Ellerimi ellerinden çekip yanaklarına koyarak göz temasımı da yanına tatlı niyetine ekleyip konuya bodoslama daldım. " Biriciğim, Anka koruyucum, bin birinci kez evet demiş olacağım artık ama hala aynı şeyi soruyorsun. Evet sevgilim. Evet. Seninle sonsuzluğun minik boşluğunda, denizin dibinde, kalbinin içinde ya da her nerede istersen. Ne zaman istersen o zaman seninle bir ömre razıyım. Yeter ki sağ tarafımda senin atan kalbini hissedebileyim. Bu bana yeter."
Mete'min gökyüzünden aydınlık gözleri, açık renk gözlerimin içine içine bakarken sakin kalmak çok zordu ayrıca da. Lütfen aşık insanları koruma derneği ne zaman açılırsa bana da haber verin. Zira Mete'de bu bakışlar varken ben fazla yaşamam. Kalpten giderim falan. Beni koruyacak bir dernek lazımdı.
Elimi ellerinin arasına alıp yüzük takılı parmağımı dudaklarına götürdü ve nazikçe öptü. Dudaklarının sıcacık hissi için ömrümü bile verebileceğim anlardan birindeyken konuşmaya başladı.
" Bu yüzük aslında annemindi. Babam ona aşık olduğunu fark edince günlerce uğraşa uğraşa yapmış. Ama işte annemin öldü dendiği gece morgda bana vermişlerdi." Ellerimi destek bulmaya çalışır gibi hafifçe sıkarak devam etti.
"O gün bir söz verdim ben Burçak. Bu yüzük ve bu yüzükteki tüm yaşanmışlık babamın anneme olan sevgisiydi. Ben o gün bu yüzüğü senin için yeniden yapmaya ve sevgi yerine aşkla yaşanmış olanlarla bezemek istedim. Sana olan aşkımı anlatacak dünya taşı yoktu. Bende zümrüt taşın etrafına toprak ve burçak karışımı bir madde yaptırdım. Zümrüt'ü koruyan karışım aslında aşkımızı koruyan biziz sevgilim. Bu yüzük taşıdığı anlamları dibine kadar bizden alan bir yüzük. Gümüşteki eskitmeli işlemeler mesela. Çocukluğumuz Burçak. Çocukluğumuz sevgilim. Hatırlıyor musun?" hatırladığımı söylersem susardı belki de. bende en güzel yol olarak tepkisiz bir biçimde gözlerine bakmayı seçtim. Az çok söyleyeceği şeyi tahmin ediyordum. Elimi tekrar öpüp devam etti.

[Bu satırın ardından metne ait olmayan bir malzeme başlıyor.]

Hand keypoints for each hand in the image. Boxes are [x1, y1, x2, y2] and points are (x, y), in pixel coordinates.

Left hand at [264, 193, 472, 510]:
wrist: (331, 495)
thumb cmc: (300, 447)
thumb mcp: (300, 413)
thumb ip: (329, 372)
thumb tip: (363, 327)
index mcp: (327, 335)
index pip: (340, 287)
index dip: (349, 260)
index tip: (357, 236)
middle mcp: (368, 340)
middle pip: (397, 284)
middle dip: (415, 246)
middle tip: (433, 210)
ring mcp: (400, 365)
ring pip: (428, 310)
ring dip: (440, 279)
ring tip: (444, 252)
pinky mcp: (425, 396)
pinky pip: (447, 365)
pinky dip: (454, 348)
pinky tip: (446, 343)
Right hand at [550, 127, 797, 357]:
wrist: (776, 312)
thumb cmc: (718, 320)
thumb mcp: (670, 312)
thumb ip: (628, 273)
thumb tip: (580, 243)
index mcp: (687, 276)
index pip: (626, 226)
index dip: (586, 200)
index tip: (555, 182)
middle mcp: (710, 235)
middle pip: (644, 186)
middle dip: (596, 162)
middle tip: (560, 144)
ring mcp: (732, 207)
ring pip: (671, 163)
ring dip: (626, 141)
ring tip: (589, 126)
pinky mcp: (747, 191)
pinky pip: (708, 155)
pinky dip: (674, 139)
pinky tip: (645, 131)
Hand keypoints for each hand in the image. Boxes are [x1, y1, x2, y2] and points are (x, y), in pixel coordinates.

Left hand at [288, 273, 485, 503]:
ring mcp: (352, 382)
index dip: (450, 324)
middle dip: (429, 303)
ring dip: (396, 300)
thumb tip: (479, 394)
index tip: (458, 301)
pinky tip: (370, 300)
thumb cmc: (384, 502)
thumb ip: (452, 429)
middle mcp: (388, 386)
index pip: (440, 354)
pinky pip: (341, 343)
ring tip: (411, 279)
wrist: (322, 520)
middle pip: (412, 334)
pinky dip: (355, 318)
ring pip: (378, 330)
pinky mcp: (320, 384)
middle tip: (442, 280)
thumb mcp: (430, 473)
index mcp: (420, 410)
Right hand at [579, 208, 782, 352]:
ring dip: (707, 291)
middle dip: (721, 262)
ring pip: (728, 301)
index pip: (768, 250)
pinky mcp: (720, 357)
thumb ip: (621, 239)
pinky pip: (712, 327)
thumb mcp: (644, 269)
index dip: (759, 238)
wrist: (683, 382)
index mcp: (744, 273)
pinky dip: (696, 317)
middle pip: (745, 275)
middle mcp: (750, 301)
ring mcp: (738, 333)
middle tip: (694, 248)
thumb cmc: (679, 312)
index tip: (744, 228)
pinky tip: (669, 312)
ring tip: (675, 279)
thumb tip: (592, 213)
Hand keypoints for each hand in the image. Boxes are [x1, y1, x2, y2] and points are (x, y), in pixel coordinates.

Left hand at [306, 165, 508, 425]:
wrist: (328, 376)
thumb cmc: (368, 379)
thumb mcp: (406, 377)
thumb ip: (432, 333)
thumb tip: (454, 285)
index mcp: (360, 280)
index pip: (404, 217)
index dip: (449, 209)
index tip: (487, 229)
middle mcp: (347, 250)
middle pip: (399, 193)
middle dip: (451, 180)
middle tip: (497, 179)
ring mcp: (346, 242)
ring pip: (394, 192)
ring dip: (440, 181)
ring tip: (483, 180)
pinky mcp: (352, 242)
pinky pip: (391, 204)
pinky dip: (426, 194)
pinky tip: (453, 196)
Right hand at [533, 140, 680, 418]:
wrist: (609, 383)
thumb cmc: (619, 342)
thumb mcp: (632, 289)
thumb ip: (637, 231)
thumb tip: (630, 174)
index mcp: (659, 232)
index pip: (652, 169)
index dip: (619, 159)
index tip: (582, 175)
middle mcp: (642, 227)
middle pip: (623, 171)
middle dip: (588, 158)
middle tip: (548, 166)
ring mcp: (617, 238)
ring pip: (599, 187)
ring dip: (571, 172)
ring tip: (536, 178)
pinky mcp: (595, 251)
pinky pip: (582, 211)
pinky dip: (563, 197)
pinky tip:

"Karşılaştığımız, kaderimizin yazıldığı gün oturduğumuz bankın yanında yeni budanmış süs ağaçları ve her üç ağaçta bir adını bilmediğimiz o beyaz çiçeklerden vardı. İşlemeleri onlar gibi olsun istedim sevgilim. Özür dilerim ben yapamadım o kadar ince detayları ama yapılmasında emeğim geçti sayılabilir. Sayılır değil mi?" sayılırdı. Ona dair her şey ona aşık olma sebebim sayılırdı. Başımı onaylar şekilde sallarken gözlerimin buğulanması yüzünden net göremediğim gözlerini görmek için ellerimi gözlerimi kurulamak için kaldırmışken ellerimi durdurup gözlerimi silmişti elindeki mendille silmişti.
'Bu senin o ağlarken yaşlarını sildiğin mendil değil mi Burçak? Hani o gün...'
'Teşekkürler iç ses ama bende biliyorum ya hani bunu.'
ŞİMDİ OKUDUĞUN
Toprağın Burçağı
रोमांसSevdiğini kaybetmenin acısını yüreğinden atamamış ya da sadece etrafındakileri bu şekilde kandıran bir adam ve sevmenin ne olduğunu sadece şiirlerde hayal meyal hatırladığı kahverengi gözlerden okuyan bir kadın. Yolları kesişirse aşk mı olur hüsran...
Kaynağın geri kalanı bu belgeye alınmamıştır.